_What you will do_:
Work through the listing below and state how many of its lines hold the word "edges". Give no other output.

_Listed records_:
------------------------------------------------------------------------

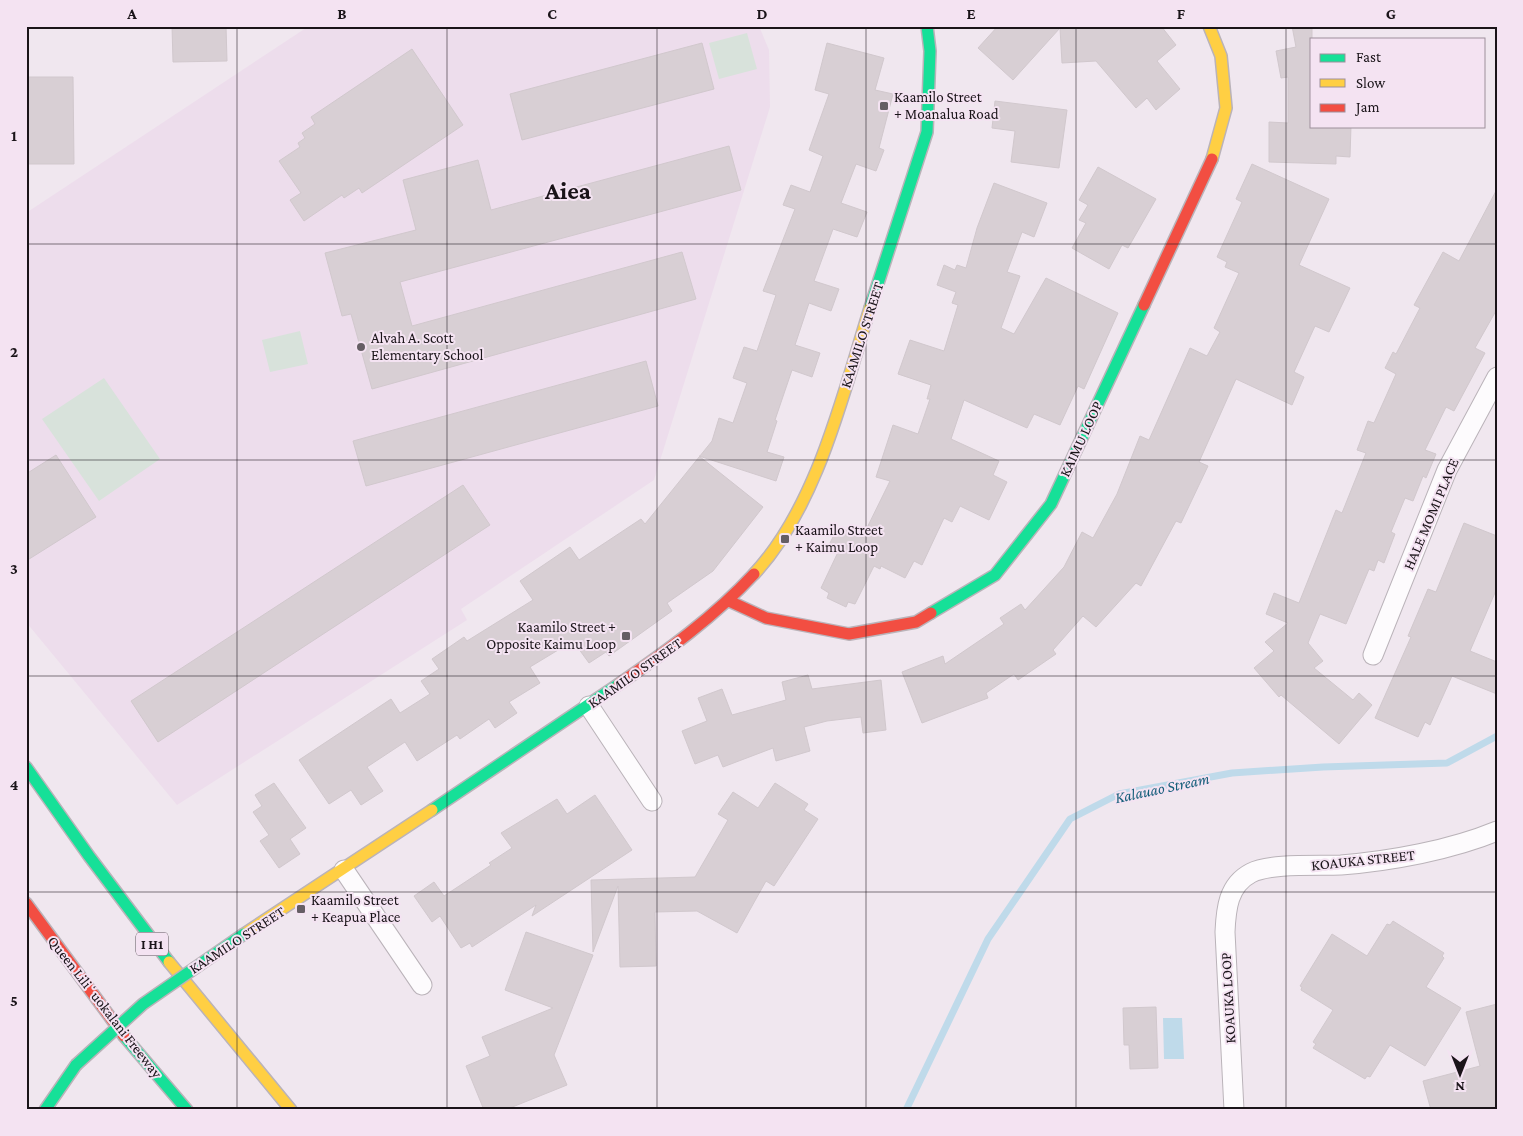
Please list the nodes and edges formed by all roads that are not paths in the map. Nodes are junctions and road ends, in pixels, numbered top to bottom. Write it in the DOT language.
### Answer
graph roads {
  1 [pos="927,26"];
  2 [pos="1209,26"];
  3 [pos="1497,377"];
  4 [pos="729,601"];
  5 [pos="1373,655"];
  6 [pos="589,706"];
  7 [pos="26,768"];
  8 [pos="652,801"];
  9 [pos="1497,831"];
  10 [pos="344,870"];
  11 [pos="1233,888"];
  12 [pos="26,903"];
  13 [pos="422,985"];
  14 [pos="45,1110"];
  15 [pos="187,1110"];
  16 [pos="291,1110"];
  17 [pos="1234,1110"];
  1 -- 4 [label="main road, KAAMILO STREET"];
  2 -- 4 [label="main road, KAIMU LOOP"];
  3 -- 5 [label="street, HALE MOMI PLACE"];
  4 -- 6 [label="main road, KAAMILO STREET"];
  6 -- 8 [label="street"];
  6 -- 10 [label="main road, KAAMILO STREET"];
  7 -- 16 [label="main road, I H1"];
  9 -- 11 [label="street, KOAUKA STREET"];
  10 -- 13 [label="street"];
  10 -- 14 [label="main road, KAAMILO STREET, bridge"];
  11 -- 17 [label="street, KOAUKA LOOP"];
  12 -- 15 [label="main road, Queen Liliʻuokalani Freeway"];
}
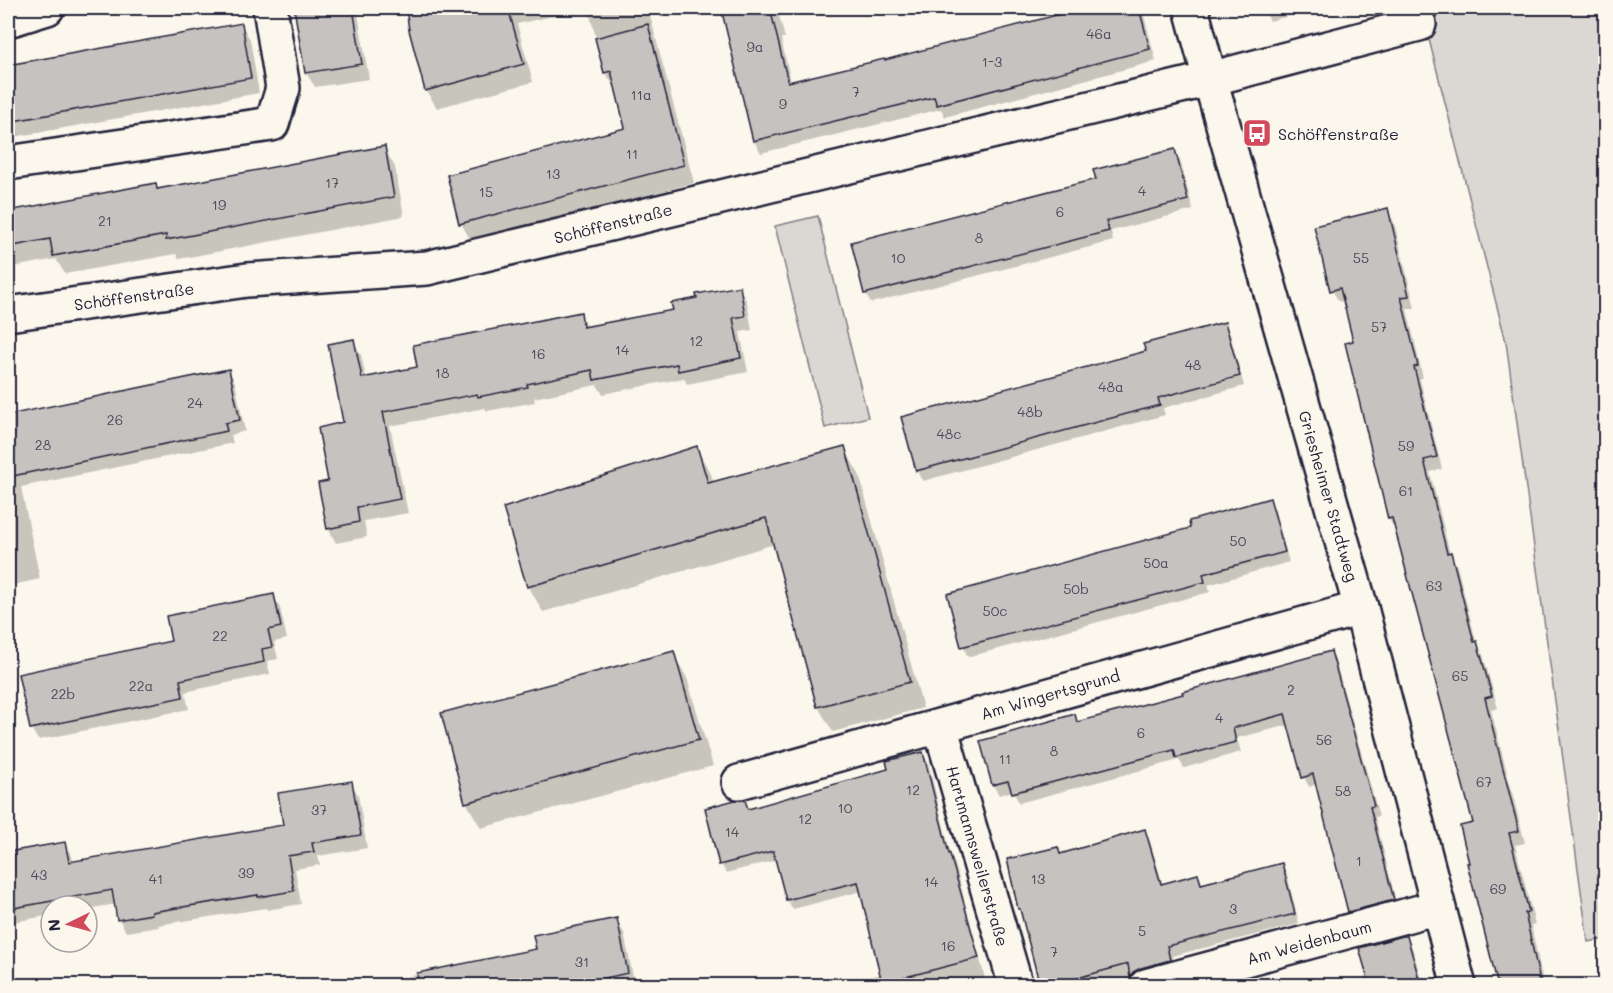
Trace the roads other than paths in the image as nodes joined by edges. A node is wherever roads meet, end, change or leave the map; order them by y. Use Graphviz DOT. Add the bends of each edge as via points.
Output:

------------------------------------------------------------------------

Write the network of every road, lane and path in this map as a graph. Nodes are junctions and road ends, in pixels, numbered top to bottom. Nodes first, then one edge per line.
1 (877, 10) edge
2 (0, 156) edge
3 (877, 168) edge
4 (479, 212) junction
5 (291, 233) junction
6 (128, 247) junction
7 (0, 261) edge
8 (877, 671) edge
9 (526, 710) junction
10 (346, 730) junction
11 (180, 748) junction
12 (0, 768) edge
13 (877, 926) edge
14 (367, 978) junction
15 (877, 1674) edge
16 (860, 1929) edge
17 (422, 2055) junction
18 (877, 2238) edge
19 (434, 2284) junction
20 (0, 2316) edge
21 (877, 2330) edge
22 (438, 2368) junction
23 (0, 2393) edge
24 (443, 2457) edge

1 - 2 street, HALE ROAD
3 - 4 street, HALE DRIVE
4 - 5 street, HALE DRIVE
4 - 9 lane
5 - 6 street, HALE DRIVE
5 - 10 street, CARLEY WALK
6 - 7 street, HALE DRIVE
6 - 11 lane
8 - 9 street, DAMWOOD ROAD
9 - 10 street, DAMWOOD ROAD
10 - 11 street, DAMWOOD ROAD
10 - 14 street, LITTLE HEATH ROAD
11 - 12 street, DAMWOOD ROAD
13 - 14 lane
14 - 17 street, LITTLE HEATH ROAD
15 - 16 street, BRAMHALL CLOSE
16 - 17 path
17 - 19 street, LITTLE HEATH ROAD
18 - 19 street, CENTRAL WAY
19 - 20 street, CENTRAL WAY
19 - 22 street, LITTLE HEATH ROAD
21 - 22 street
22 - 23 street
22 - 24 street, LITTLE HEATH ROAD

------------------------------------------------------------------------

_Solution to the exercise_:
2